The group wants to simplify its structure and "align its tax residence with the country in which it is registered, the United Kingdom", where it would also relocate its governing bodies, according to a statement.

The Dutch government said Monday it was "unpleasantly surprised" and "deeply regrets" the decision, Economic Affairs Minister Stef Blok said on Twitter.

Royal Dutch would also be removed from the name for the first time in 130 years.

"We are in discussions with Shell about the implications of this transfer in terms of jobs, strategic investments or sustainability," added Mr.
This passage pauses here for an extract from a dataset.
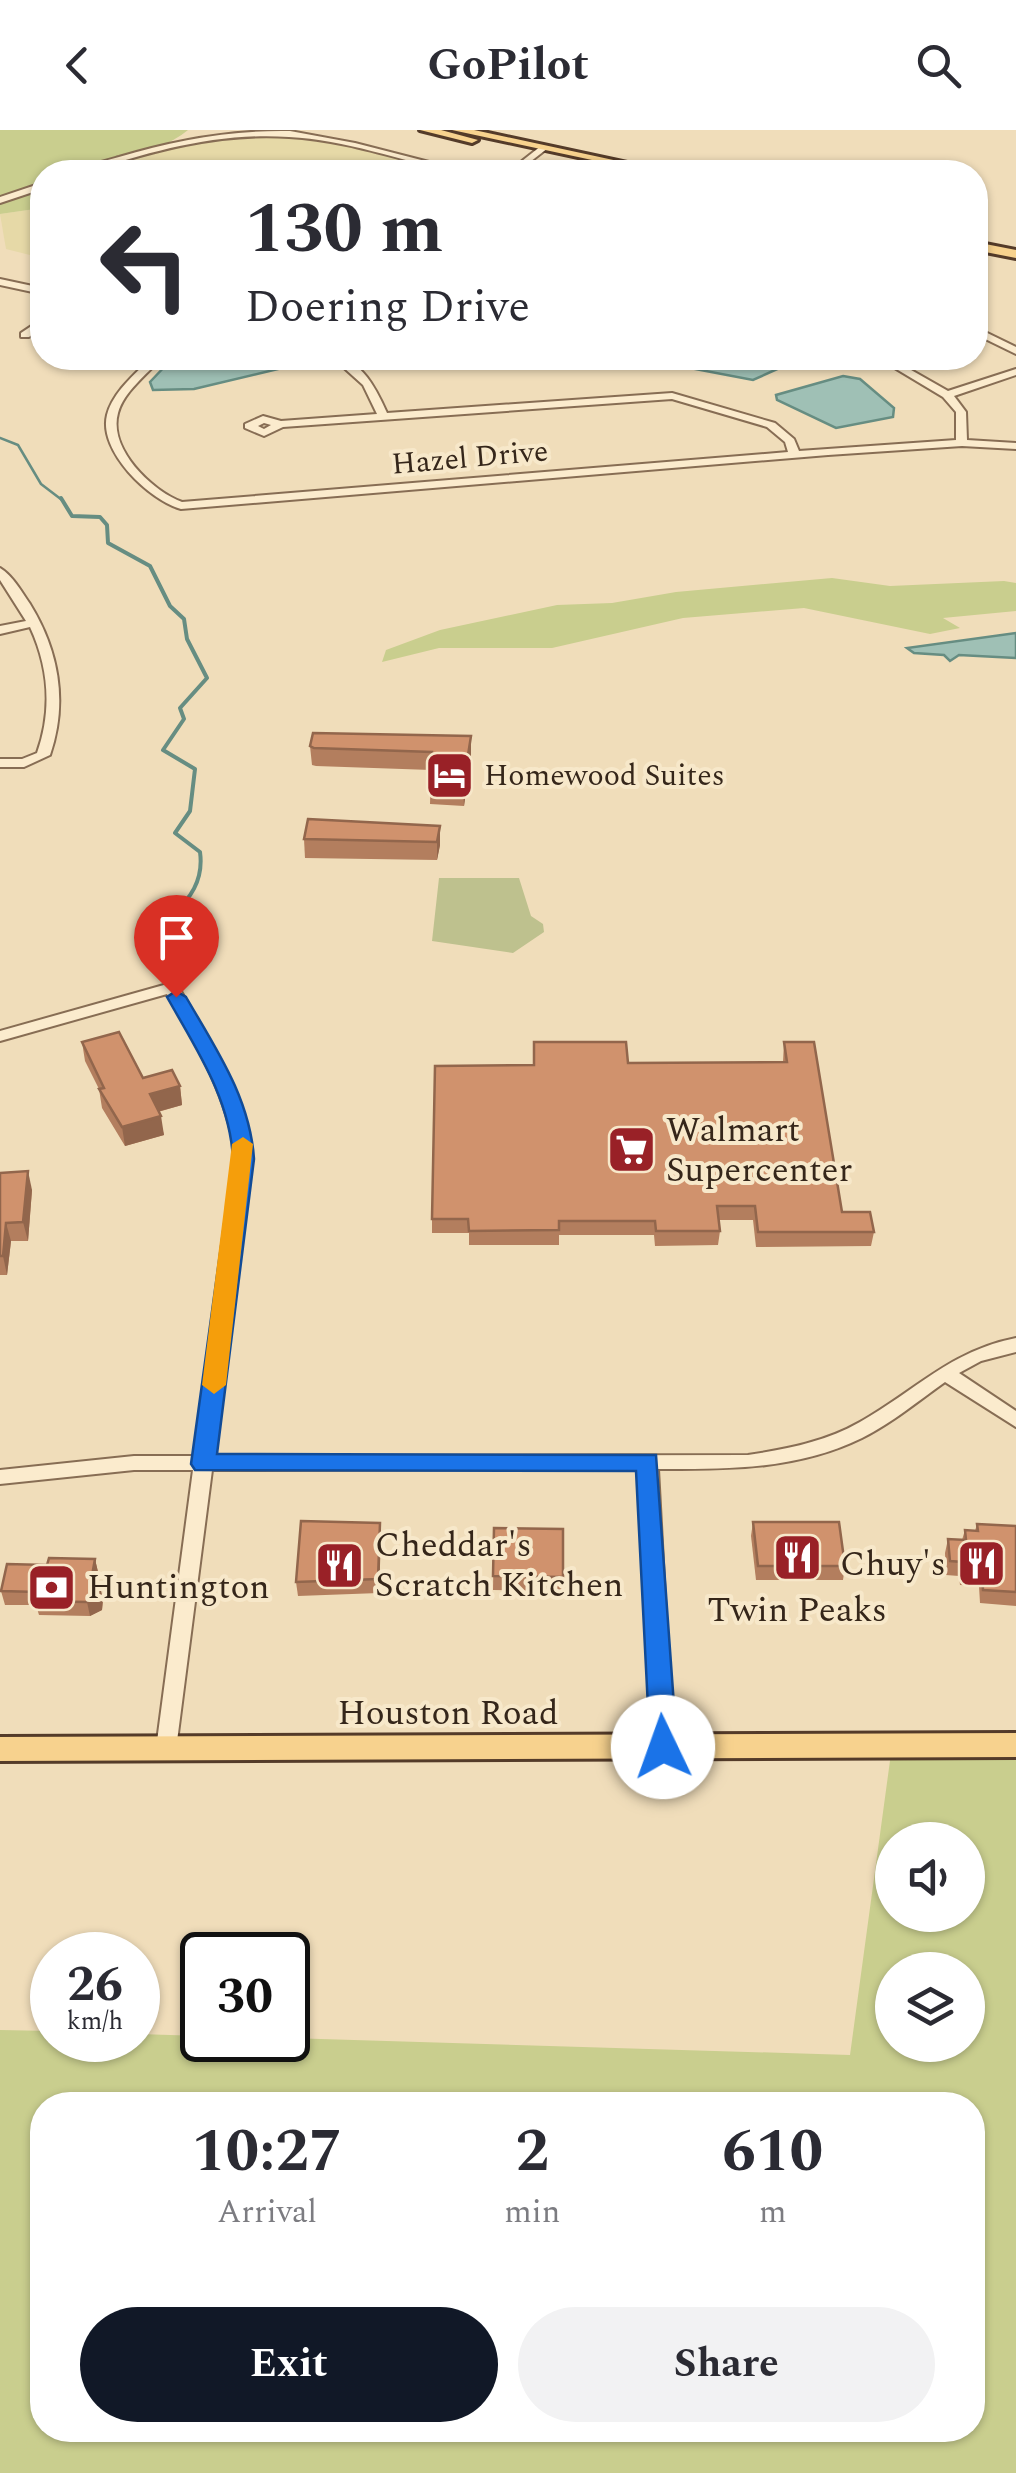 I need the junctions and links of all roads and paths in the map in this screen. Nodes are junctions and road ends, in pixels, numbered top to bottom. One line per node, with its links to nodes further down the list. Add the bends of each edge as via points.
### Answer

Blok.

The move made headlines in the Dutch media on Monday, which lamented the loss of another company after Unilever, another Anglo-Dutch group whose shareholders in the Netherlands voted at the end of 2020 in favor of a single parent company based in London, in a post-Brexit political context.

Shareholders will have to vote on December 10 at a general meeting in Rotterdam, the Netherlands, on the proposed changes, which also include the creation of a single series of shares, while the group was listed until here via two types of titles, Class A and Class B.

On the British side, the Minister for Business and Energy Kwasi Kwarteng welcomed on the contrary "a clear vote of confidence in the economy" of the United Kingdom.

A building in the Shell group's refinery in the suburbs of Rotterdam, November 15, 2021 Robin UTRECHT ANP / AFP

Class B shares gained 1.17% to 1,676.40 pence around 11:30 am GMT.

Competitiveness, environment

The company justifies itself by saying that it wants to "strengthen Shell's competitiveness", for the benefit of both shareholders and environmental objectives, and specifies that its shares will remain listed in Amsterdam, London and New York.

The group intends in particular to "accelerate distributions" to shareholders via its share buyback program.

This rationalization "will make the company easier to maneuver but should not have a huge impact on its performance," said Laura Hoy, analyst at Hargreaves Lansdown.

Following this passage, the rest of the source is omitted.